Ma è concepibile modificare il genoma – o parti del corpo umano - per acquisire caratteristiche che non appartengono alla specie o migliorare quelle che già possediamo? La domanda, infatti, non è più se questo sia possibile, perché sappiamo che si può fare ed è già stato fatto in alcuni casi, ma se tutto ciò possa essere considerato accettabile. “Usare la genetica per dare una vita migliore a tutti gli uomini che verranno sarebbe ancor più che alleviare le sofferenze: significherebbe creare un nuovo modo di esistere”, scrive Marco Crescenzi. Proprio per analizzare questi aspetti, l’ultima parte del libro è dedicata ai superumani, al movimento del transumanesimo e a ciò che è già stato fatto. Sono ormai famosi Neil Harbisson e il suo impianto al cervello, che gli permette di convertire le onde elettromagnetiche e i colori in vibrazioni udibili, ma anche Telepathy (di cui abbiamo già parlato su Osservatorio Terapie Avanzate), l’interfaccia sviluppata da Neuralink che collega il cervello umano al computer. Crescenzi racconta anche le vicende e i discutibili esperimenti messi in atto da He Jiankui, ricercatore cinese che per primo ha usato CRISPR per modificare embrioni umani e portarli alla nascita, su cui OTA ha fatto diversi approfondimenti.
Leggendo il libro una cosa appare ben chiara: il futuro dell’umanità è già oggi. L’esempio per eccellenza nella più moderna ricerca medica è CRISPR, che in poco più di dieci anni è passata dall’essere un “banale” sistema di difesa dei batteri a una terapia per la beta-talassemia e l’anemia falciforme già approvata in molti Paesi del mondo. Un record assoluto se si guarda alle tempistiche della ricerca medica. Il dibattito, quindi, non riguarda più l’ambito tecnico-scientifico, ma quello etico e filosofico. Tutto ciò, e le conseguenze (in parte ancora sconosciute) che comporta, è ammissibile? Siamo in grado di accettare di modificare la specie umana per andare “più in alto degli dèi”? Difficile dare una risposta netta, anche dopo aver letto le 136 pagine del libro, che si conclude con un utile glossario a disposizione del lettore.

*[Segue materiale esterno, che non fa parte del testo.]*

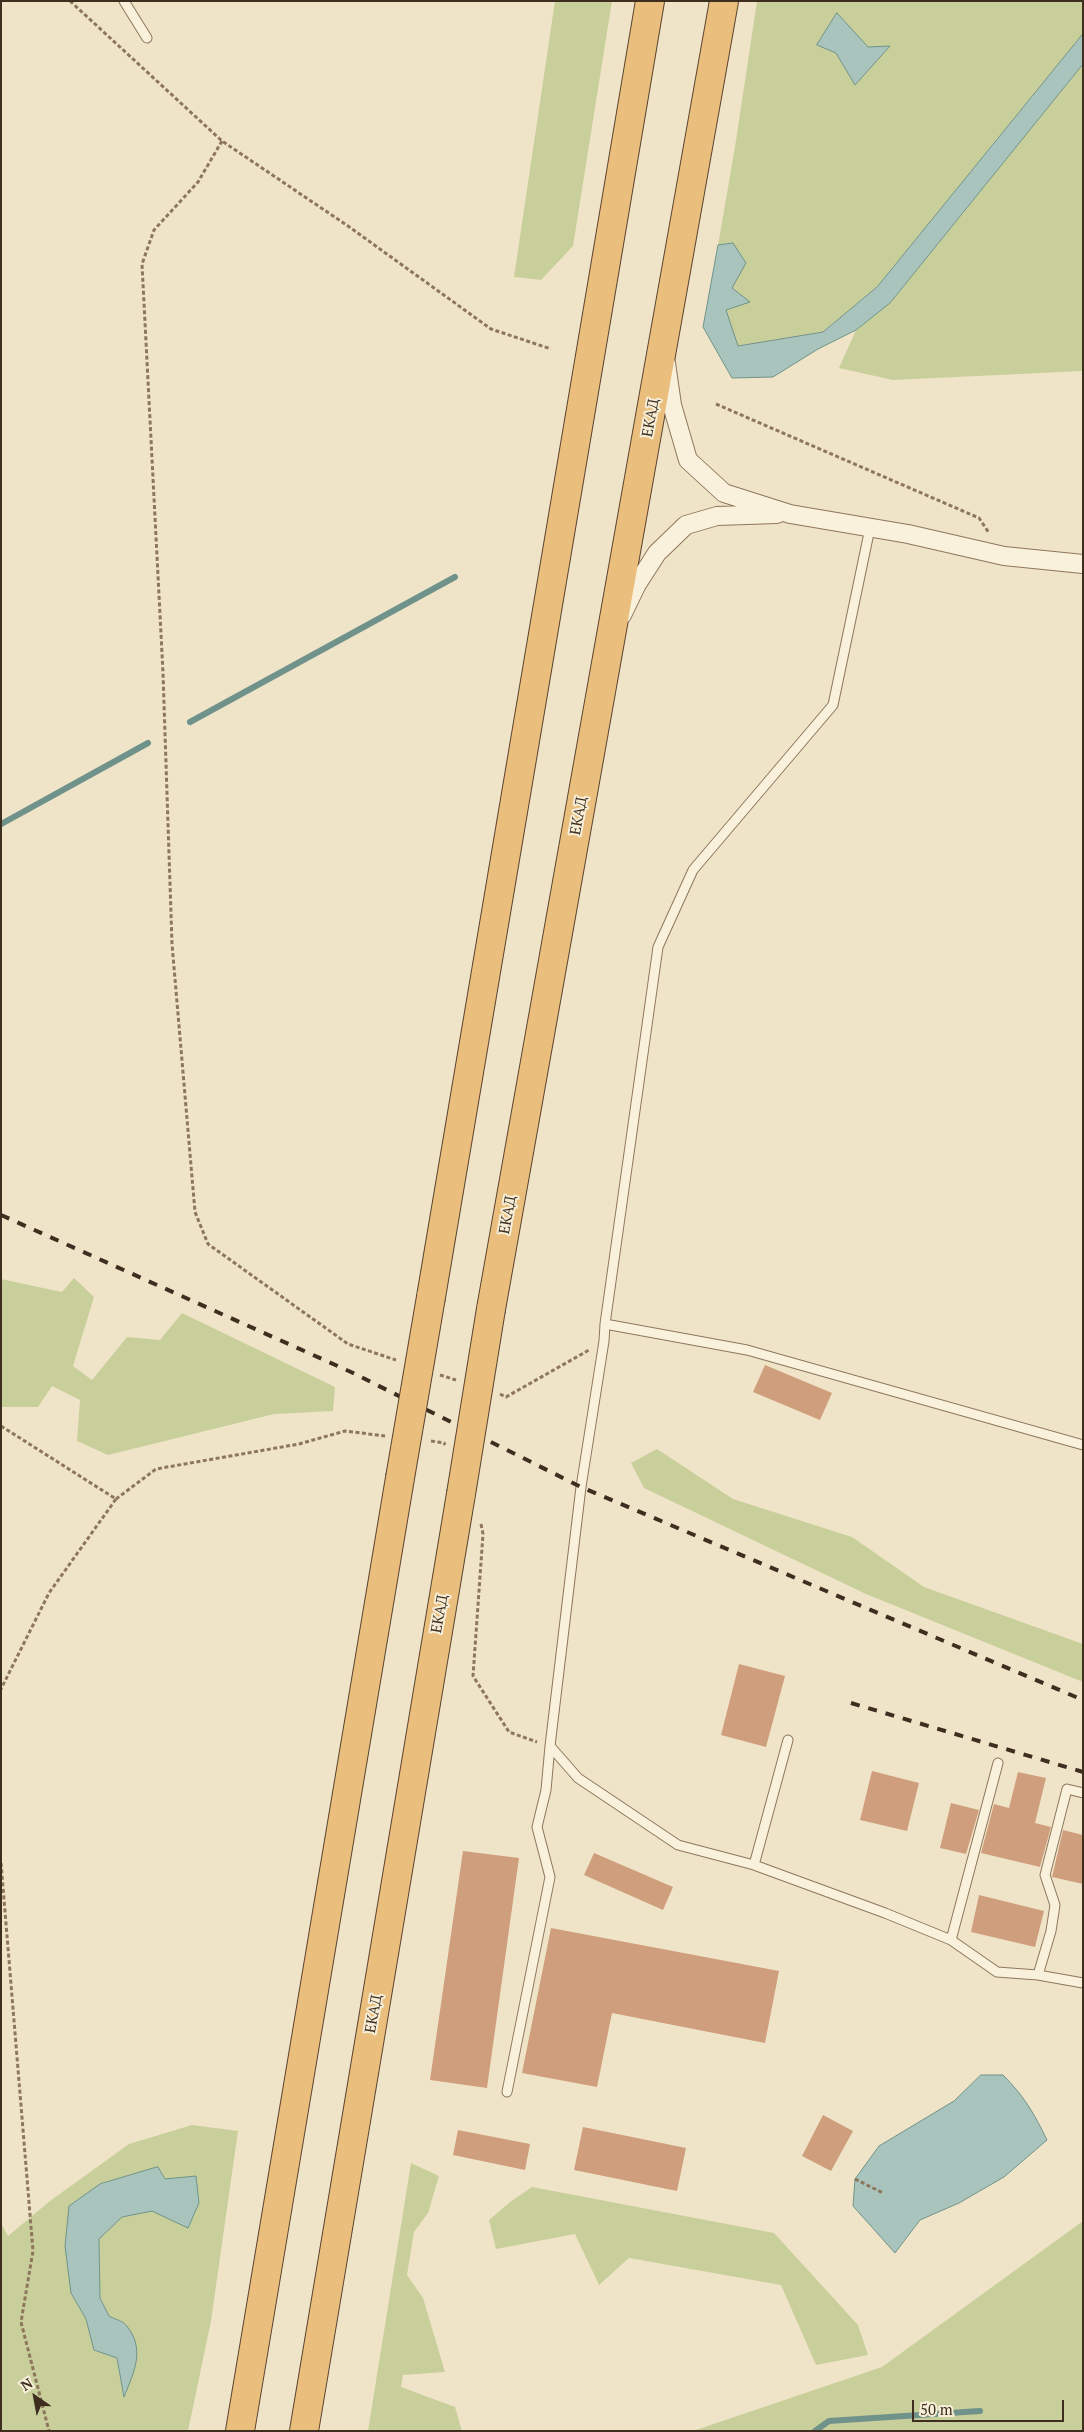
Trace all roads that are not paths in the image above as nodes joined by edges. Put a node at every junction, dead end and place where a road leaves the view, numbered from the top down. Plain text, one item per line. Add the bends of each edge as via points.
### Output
1 (124, 1) edge
2 (650, 1) edge
3 (724, 1) edge
4 (147, 38) dead end
5 (664, 345) junction
6 (790, 514) junction
7 (870, 528) junction
8 (1083, 564) edge
9 (610, 642) junction
10 (605, 1324) junction
11 (1083, 1445) edge
12 (788, 1740) dead end
13 (550, 1746) junction
14 (998, 1763) dead end
15 (1083, 1793) edge
16 (754, 1864) junction
17 (951, 1940) junction
18 (1038, 1975) junction
19 (1083, 1983) edge
20 (506, 2092) dead end
21 (240, 2431) edge
22 (304, 2431) edge

1 - 4 lane
2 - 21 highway, bridge
3 - 5 highway, ЕКАД
5 - 6 street via 672,405 688,460 724,493
5 - 9 highway, ЕКАД
6 - 7 street
6 - 9 street via 717,516 686,525 657,553 637,584
7 - 8 street via 1004,556
7 - 10 lane via 833,706 693,870 658,947
9 - 22 highway, ЕКАД, bridge via 491,1309
10 - 11 lane via 747,1350
10 - 13 lane via 581,1487
12 - 16 lane
13 - 16 lane via 578,1778 678,1845
13 - 20 lane via 546,1790 536,1827 550,1877
14 - 17 lane
15 - 18 lane via 1067,1790 1045,1874 1056,1905
16 - 17 lane
17 - 18 lane via 997,1972
18 - 19 lane

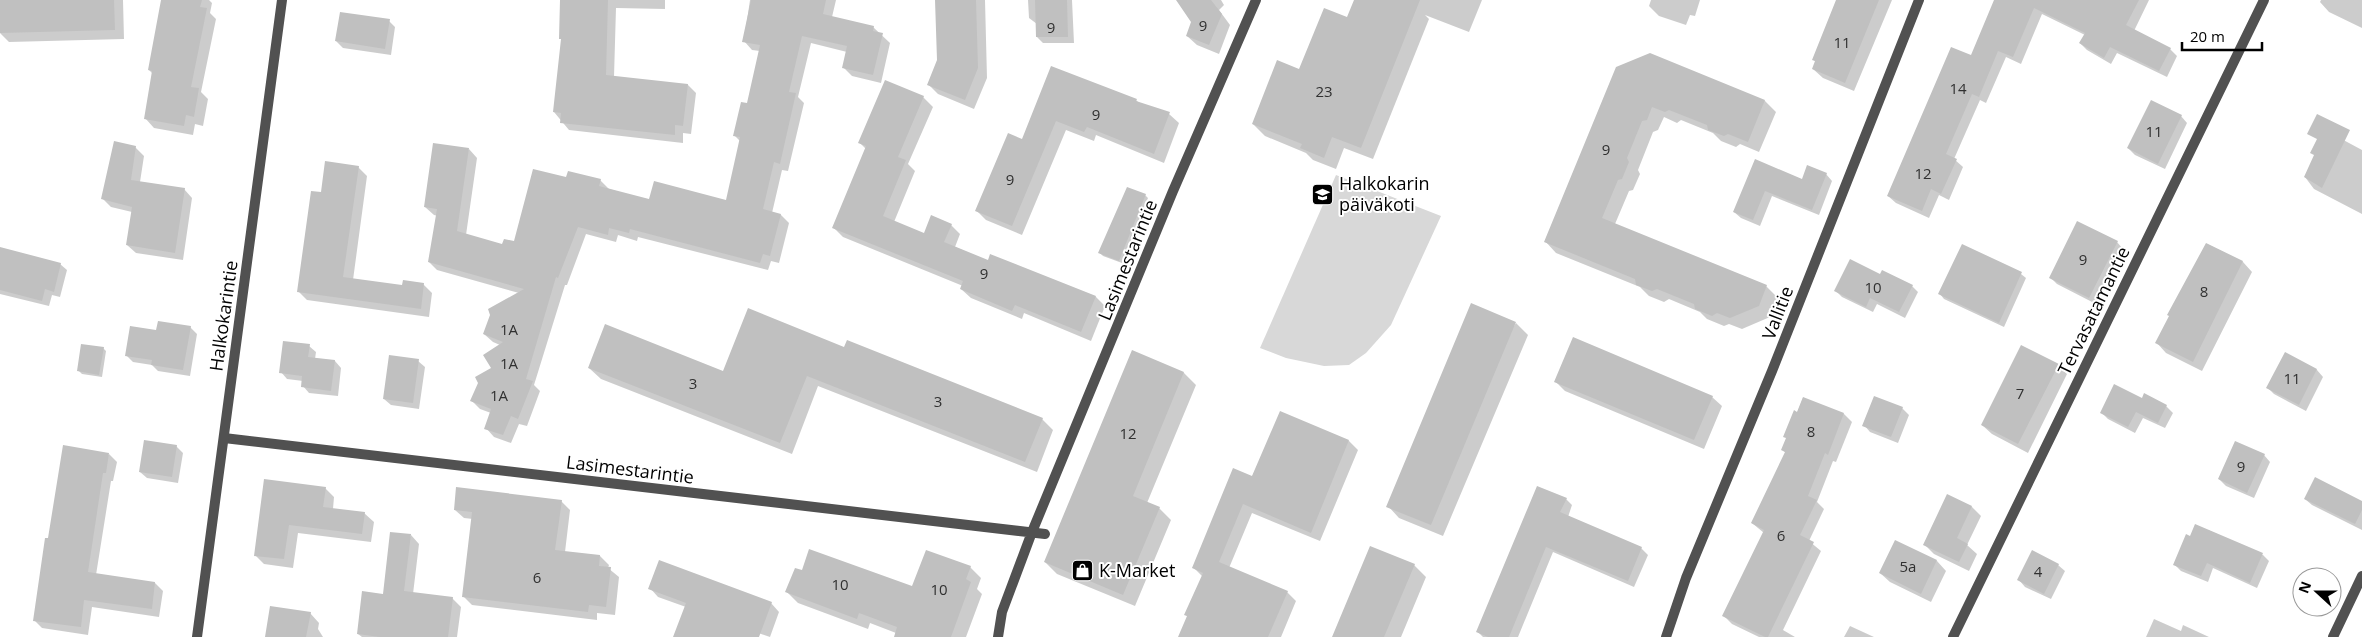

Una laurea in medicina, un dottorato in patofisiologia pediatrica, tanti anni dedicati alla ricerca e una passione per la divulgazione: Marco Crescenzi ha scritto un libro molto documentato, ricco di box tematici che supportano il testo divulgativo, con contenuti rigorosi comunicati in un linguaggio comprensibile. Sebbene in alcuni punti potrebbe risultare un po’ complesso per il lettore senza una minima formazione scientifica, è un libro che dà una visione a 360 gradi della storia dell’ingegneria genetica fino ai giorni nostri.
“Se decideremo di intraprendere questo cammino, forse un giorno Icaro non avrà bisogno della cera, per mettere le ali”.